Background: Stillbirth is a major global concern. However, most research has been conducted in high-income countries. Understanding of the experience and management of stillbirth in low-middle income countries is needed. Objective: This qualitative study explored health professionals' experiences of providing stillbirth care in the Lao People's Democratic Republic, a lower-middle-income country in SouthEast Asia. Methods: In-depth interviews were conducted with 33 health professionals (doctors, midwives and nurses) and thematic analysis was undertaken.
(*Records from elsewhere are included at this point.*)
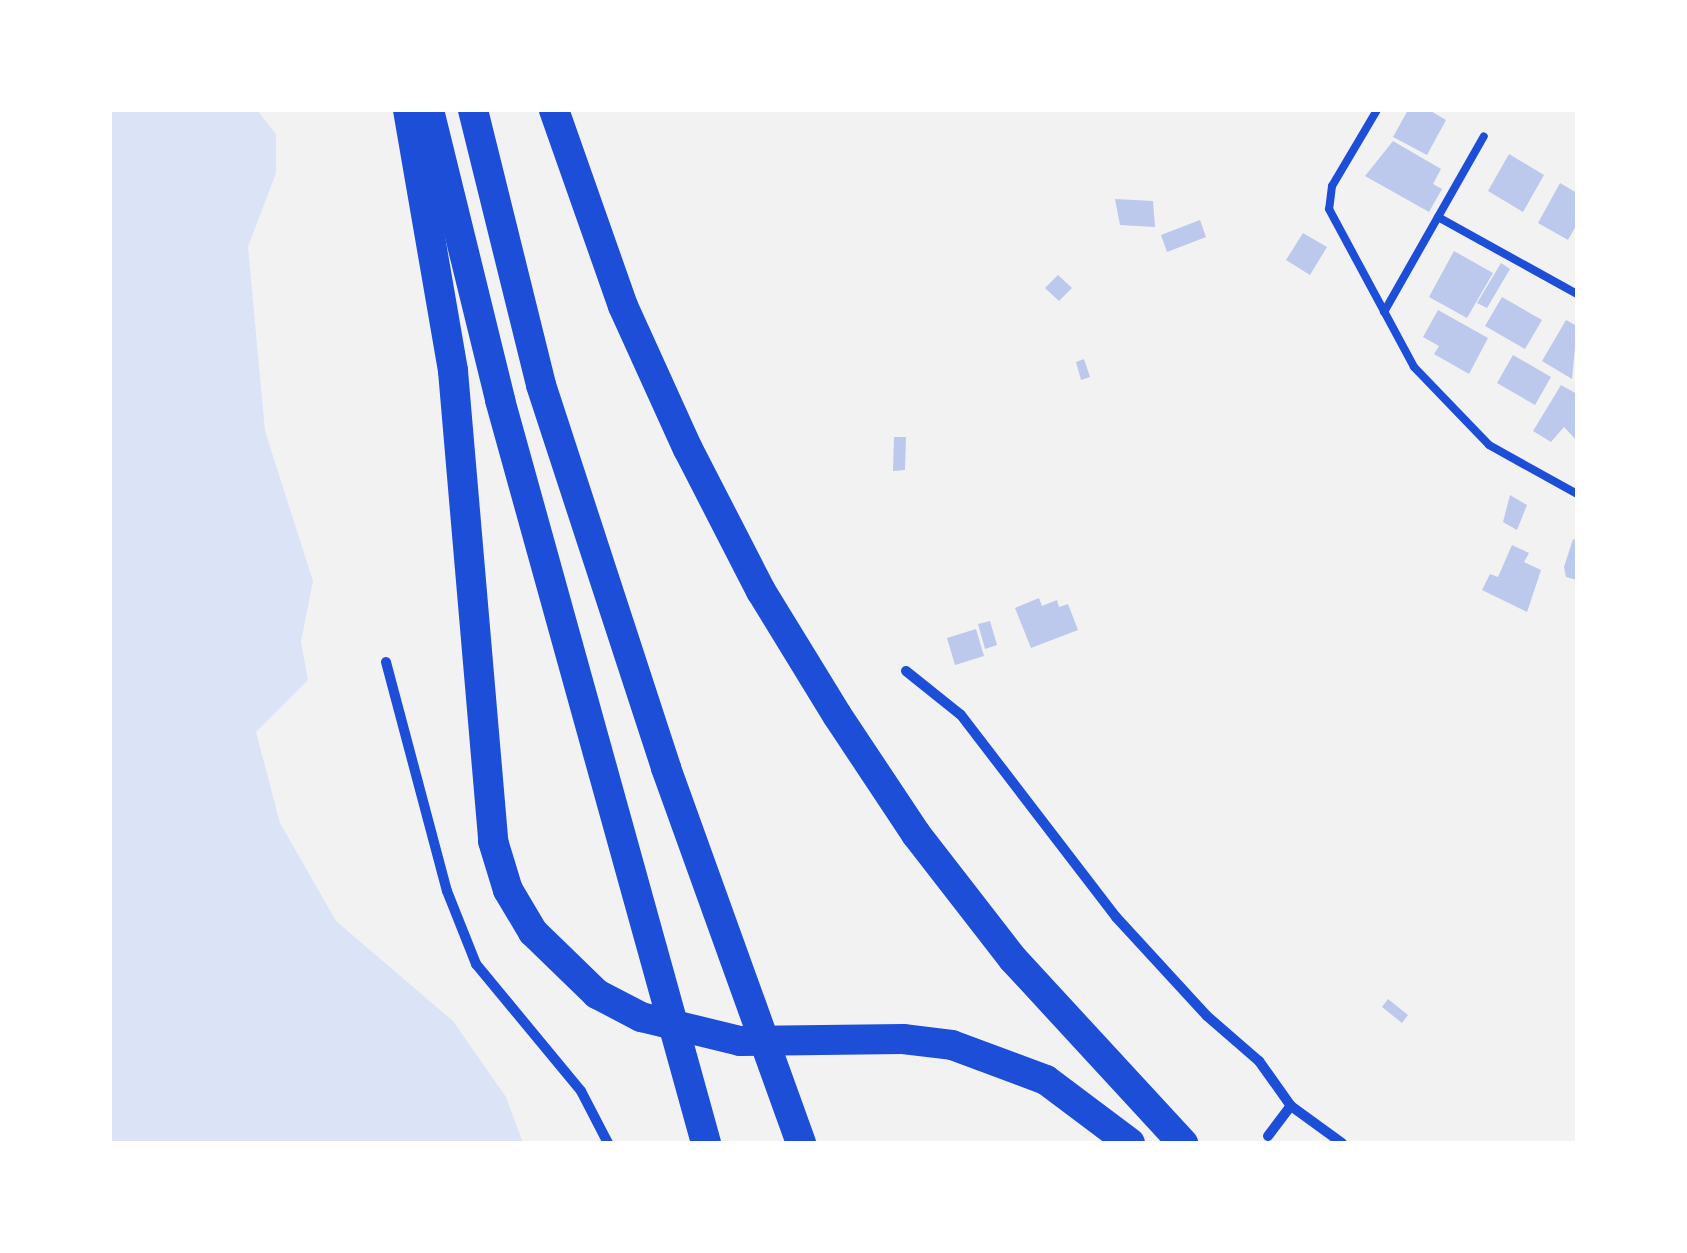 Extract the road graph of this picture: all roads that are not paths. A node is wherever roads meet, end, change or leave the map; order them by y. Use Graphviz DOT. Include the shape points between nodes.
graph roads {
  1 [pos="408,110"];
  2 [pos="429,110"];
  3 [pos="472,110"];
  4 [pos="554,110"];
  5 [pos="1377,110"];
  6 [pos="1484,136"];
  7 [pos="1438,216"];
  8 [pos="1577,294"];
  9 [pos="1384,312"];
  10 [pos="1577,494"];
  11 [pos="386,662"];
  12 [pos="906,671"];
  13 [pos="1292,1106"];
  14 [pos="1268,1136"];
  15 [pos="608,1143"];
  16 [pos="706,1143"];
  17 [pos="802,1143"];
  18 [pos="1130,1143"];
  19 [pos="1183,1143"];
  20 [pos="1342,1143"];
  1 -- 18 [label="highway" via="452,371 492,840 508,890 532,932 597,994 691,1034 740,1042 952,1045 1002,1060 1059,1089"];
  2 -- 16 [label="highway" via="500,400"];
  3 -- 17 [label="highway" via="542,385 666,768"];
  4 -- 19 [label="highway" via="623,306 688,448 818,684 916,834 1013,959"];
  5 -- 9 [label="lane" via="1332,186 1329,209"];
  6 -- 7 [label="lane"];
  7 -- 8 [label="lane"];
  7 -- 9 [label="lane"];
  9 -- 10 [label="lane" via="1414,367 1489,445"];
  11 -- 15 [label="street" via="447,890 476,964 582,1092"];
  12 -- 13 [label="street" via="961,715 1116,917 1207,1016 1259,1060"];
  13 -- 14 [label="street"];
  13 -- 20 [label="street"];
}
Results: All participants acknowledged stillbirth as a concern, but its incidence and causes were largely undocumented and unknown. A lack of training in managing stillbirth left health professionals often ill-equipped to support mothers and provide responsive care. Social stigma surrounds stillbirth, meaning mothers found limited support or opportunities to openly express their grief. Conclusions: Better awareness of stillbirth causes could promote more positive experiences for healthcare providers and parents and more responsive healthcare. This requires improved training for healthcare professionals and awareness raising in the wider community.